The construction works at the site where Chinese company Cosco Shipping is building a port in Chancay
China Cosco is building a port in Chancay, 70km north of Lima © Ernesto Benavides/AFP/Getty Images

A Chinese state-owned shipping company building one of Latin America’s biggest deepwater ports has criticised a move by the Peruvian government to remove its exclusive right to operate the facility.

China Cosco’s Peruvian arm said a decision by authorities in Lima to seek to annul the exclusivity granted over the Chancay megaport affected the “security and legal stability of investment”. The exclusivity had been a “relevant factor” in the company’s decision to spend $1.3bn on the construction of its first phase, it said.

The company added that it “has been evaluating the impact which this measure is producing on the development of the project”, in a statement that raised questions over China Cosco’s commitment to future phases of the scheme, which is due to cost $3.6bn in total.

Chancay, 70km north of Lima, has raised concerns in Washington because of American fears that China is gaining control of large amounts of critical infrastructure in Peru, a crucial mining nation. The Financial Times reported last year that the US had expressed concern to President Dina Boluarte’s government over the issue.

Chinese companies have taken stakes in ports across Latin America, as well as building 5G mobile networks, major roads and bridges and space monitoring stations. “They are on the 20-yard line to our homeland,” General Laura Richardson, commander of US Southern Command, said in August.

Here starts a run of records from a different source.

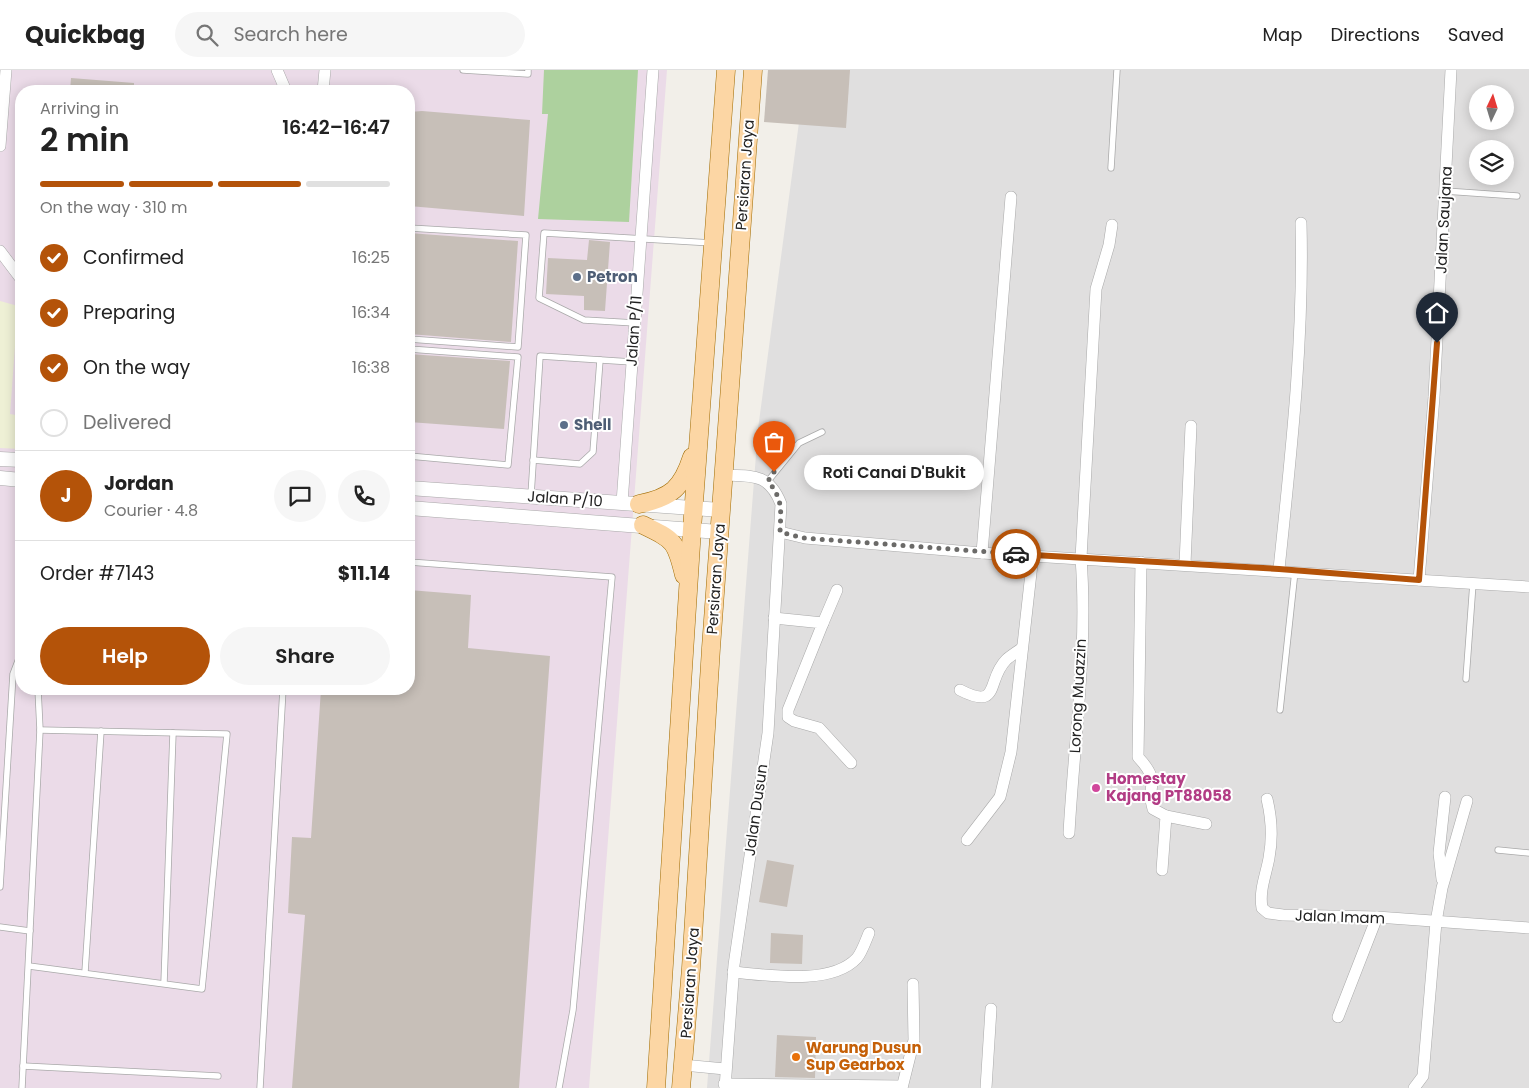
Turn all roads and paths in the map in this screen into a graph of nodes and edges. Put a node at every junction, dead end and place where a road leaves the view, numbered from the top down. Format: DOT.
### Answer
graph roads {
  1 [pos="6,70"];
  2 [pos="277,70"];
  3 [pos="325,70"];
  4 [pos="463,70"];
  5 [pos="528,70"];
  6 [pos="653,70"];
  7 [pos="726,70"];
  8 [pos="752,70"];
  9 [pos="1118,70"];
  10 [pos="1451,70"];
  11 [pos="283,85"];
  12 [pos="324,85"];
  13 [pos="0,146"];
  14 [pos="1111,168"];
  15 [pos="1445,191"];
  16 [pos="1517,196"];
  17 [pos="1011,197"];
  18 [pos="1301,223"];
  19 [pos="1112,225"];
  20 [pos="415,228"];
  21 [pos="641,239"];
  22 [pos="714,244"];
  23 [pos="0,251"];
  24 [pos="15,271"];
  25 [pos="635,323"];
  26 [pos="415,339"];
  27 [pos="415,348"];
  28 [pos="600,360"];
  29 [pos="632,362"];
  30 [pos="1191,426"];
  31 [pos="822,432"];
  32 [pos="700,434"];
  33 [pos="415,457"];
  34 [pos="0,459"];
  35 [pos="15,460"];
  36 [pos="533,460"];
  37 [pos="723,475"];
  38 [pos="0,478"];
  39 [pos="15,479"];
  40 [pos="768,481"];
  41 [pos="415,488"];
  42 [pos="531,497"];
  43 [pos="630,503"];
  44 [pos="415,508"];
  45 [pos="694,508"];
  46 [pos="721,510"];
  47 [pos="643,524"];
  48 [pos="692,529"];
  49 [pos="719,532"];
  50 [pos="780,532"];
  51 [pos="982,553"];
  52 [pos="1033,555"];
  53 [pos="1081,558"];
  54 [pos="415,562"];
  55 [pos="1141,562"];
  56 [pos="1185,564"];
  57 [pos="1279,569"];
  58 [pos="1295,571"];
  59 [pos="1419,580"];
  60 [pos="1473,584"];
  61 [pos="1529,587"];
  62 [pos="837,590"];
  63 [pos="689,592"];
  64 [pos="774,618"];
  65 [pos="823,623"];
  66 [pos="1022,648"];
  67 [pos="15,668"];
  68 [pos="1466,680"];
  69 [pos="960,690"];
  70 [pos="38,695"];
  71 [pos="283,695"];
  72 [pos="1280,710"];
  73 [pos="40,730"];
  74 [pos="101,731"];
  75 [pos="173,733"];
  76 [pos="851,764"];
  77 [pos="1445,797"];
  78 [pos="1267,799"];
  79 [pos="1466,801"];
  80 [pos="1166,816"];
  81 [pos="1206,824"];
  82 [pos="1069,833"];
  83 [pos="967,840"];
  84 [pos="1498,850"];
  85 [pos="1529,853"];
  86 [pos="1162,870"];
  87 [pos="0,887"];
  88 [pos="1442,888"];
  89 [pos="1377,917"];
  90 [pos="1436,922"];
  91 [pos="0,927"];
  92 [pos="1529,928"];
  93 [pos="30,930"];
  94 [pos="869,933"];
  95 [pos="29,966"];
  96 [pos="86,972"];
  97 [pos="734,972"];
  98 [pos="164,983"];
  99 [pos="913,984"];
  100 [pos="991,1009"];
  101 [pos="1338,1017"];
  102 [pos="683,1065"];
  103 [pos="23,1066"];
  104 [pos="725,1069"];
  105 [pos="218,1076"];
  106 [pos="724,1086"];
  107 [pos="902,1087"];
  108 [pos="22,1088"];
  109 [pos="260,1088"];
  110 [pos="559,1088"];
  111 [pos="656,1088"];
  112 [pos="681,1088"];
  113 [pos="986,1088"];
  114 [pos="1414,1088"];
  1 -- 13 [label="street"];
  2 -- 11 [label="street"];
  3 -- 12 [label="street"];
  4 -- 5 [label="lane"];
  6 -- 21 [label="street, Jalan P/11"];
  7 -- 22 [label="main road, Persiaran Jaya"];
  8 -- 37 [label="main road, Persiaran Jaya"];
  9 -- 14 [label="lane"];
  10 -- 15 [label="street, Jalan Saujana"];
  15 -- 16 [label="lane"];
  15 -- 59 [label="street, Jalan Saujana"];
  17 -- 51 [label="street"];
  18 -- 57 [label="street"];
  19 -- 53 [label="street, Lorong Muazzin"];
  20 -- 26 [label="lane"];
  21 -- 22 [label="lane"];
  21 -- 25 [label="street, Jalan P/11"];
  21 -- 25 [label="lane"];
  22 -- 32 [label="main road, Persiaran Jaya"];
  23 -- 24 [label="street"];
  25 -- 29 [label="street, Jalan P/11"];
  27 -- 33 [label="lane"];
  28 -- 29 [label="lane"];
  28 -- 36 [label="lane"];
  28 -- 36 [label="lane"];
  29 -- 43 [label="street, Jalan P/11"];
  30 -- 56 [label="street"];
  31 -- 40 [label="lane"];
  32 -- 43 [label="main road"];
  32 -- 45 [label="main road, Persiaran Jaya"];
  34 -- 35 [label="street"];
  36 -- 42 [label="lane"];
  37 -- 40 [label="street"];
  37 -- 46 [label="main road, Persiaran Jaya"];
  38 -- 39 [label="street"];
  40 -- 50 [label="street, Jalan Dusun"];
  41 -- 42 [label="street, Jalan P/10"];
  42 -- 43 [label="street, Jalan P/10"];
  43 -- 45 [label="street, Jalan P/10"];
  44 -- 47 [label="street, Jalan P/10"];
  45 -- 46 [label="street, Jalan P/10"];
  45 -- 48 [label="main road, Persiaran Jaya"];
  46 -- 49 [label="main road, Persiaran Jaya"];
  47 -- 48 [label="street, Jalan P/10"];
  47 -- 63 [label="main road"];
  48 -- 49 [label="street, Jalan P/10"];
  48 -- 63 [label="main road, Persiaran Jaya"];
  49 -- 102 [label="main road, Persiaran Jaya"];
  50 -- 51 [label="street"];
  50 -- 64 [label="street, Jalan Dusun"];
  51 -- 52 [label="street"];
  52 -- 53 [label="street"];
  52 -- 66 [label="street"];
  53 -- 55 [label="street"];
  53 -- 82 [label="street, Lorong Muazzin"];
  54 -- 110 [label="lane"];
  55 -- 56 [label="street"];
  55 -- 80 [label="street"];
  56 -- 57 [label="street"];
  57 -- 58 [label="street"];
  58 -- 59 [label="street"];
  58 -- 72 [label="lane"];
  59 -- 60 [label="street"];
  60 -- 61 [label="street"];
  60 -- 68 [label="lane"];
  62 -- 65 [label="street"];
  63 -- 111 [label="main road, Persiaran Jaya"];
  64 -- 65 [label="street"];
  64 -- 97 [label="street, Jalan Dusun"];
  65 -- 76 [label="street"];
  66 -- 69 [label="street"];
  66 -- 83 [label="street"];
  67 -- 87 [label="lane"];
  70 -- 73 [label="lane"];
  71 -- 109 [label="lane"];
  73 -- 74 [label="lane"];
  73 -- 93 [label="lane"];
  74 -- 75 [label="lane"];
  74 -- 96 [label="lane"];
  75 -- 98 [label="lane"];
  75 -- 98 [label="lane"];
  77 -- 88 [label="street"];
  78 -- 89 [label="street, Jalan Imam"];
  79 -- 88 [label="street"];
  80 -- 81 [label="street"];
  80 -- 86 [label="street"];
  84 -- 85 [label="lane"];
  88 -- 90 [label="street"];
  89 -- 90 [label="street, Jalan Imam"];
  89 -- 101 [label="street"];
  90 -- 92 [label="street, Jalan Imam"];
  90 -- 114 [label="street"];
  91 -- 93 [label="lane"];
  93 -- 95 [label="lane"];
  94 -- 97 [label="street"];
  95 -- 96 [label="lane"];
  95 -- 103 [label="lane"];
  96 -- 98 [label="lane"];
  97 -- 104 [label="street, Jalan Dusun"];
  99 -- 107 [label="street"];
  100 -- 113 [label="street"];
  102 -- 104 [label="street"];
  102 -- 112 [label="main road, Persiaran Jaya"];
  103 -- 105 [label="lane"];
  103 -- 108 [label="lane"];
  104 -- 106 [label="street, Jalan Dusun"];
  106 -- 107 [label="street"];
}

Beijing insists that mutual benefit is the cornerstone of its overseas infrastructure projects, an approach it contrasts with what it calls Washington’s pursuit of hegemony and geopolitical advantage in Latin America.

The Peruvian government has trumpeted Chancay, capable of berthing some of the world’s largest cargo ships and drawing maritime traffic from Chile, Ecuador and Colombia, as an important investment success.

Its initial phase is due to be inaugurated in November when Chinese leader Xi Jinping visits Peru for a summit of the Asia-Pacific Economic Cooperation forum.

Beijing’s ambassador to Peru, Song Yang, has promoted the megaport enthusiastically, saying that “China is betting that Chancay will become Peru’s Shanghai”.

But Peru’s National Port Authority said on Friday it was seeking to annul the exclusive right it had granted China Cosco in 2021 to operate the port because of an “administrative error”, adding that under Peruvian competition law it did not have the power to grant such a right.

The port authority insisted its move would not affect construction of Chancay, which is more than 70 per cent complete, and that it would continue working with the Chinese company to finish the project by the planned date.

China Cosco, however, expressed surprise that Peru’s attempt to remove exclusivity came three years after it had been granted in a public process that received no complaints at the time. The company is building Chancay along with a junior partner, Peruvian mining company Volcan.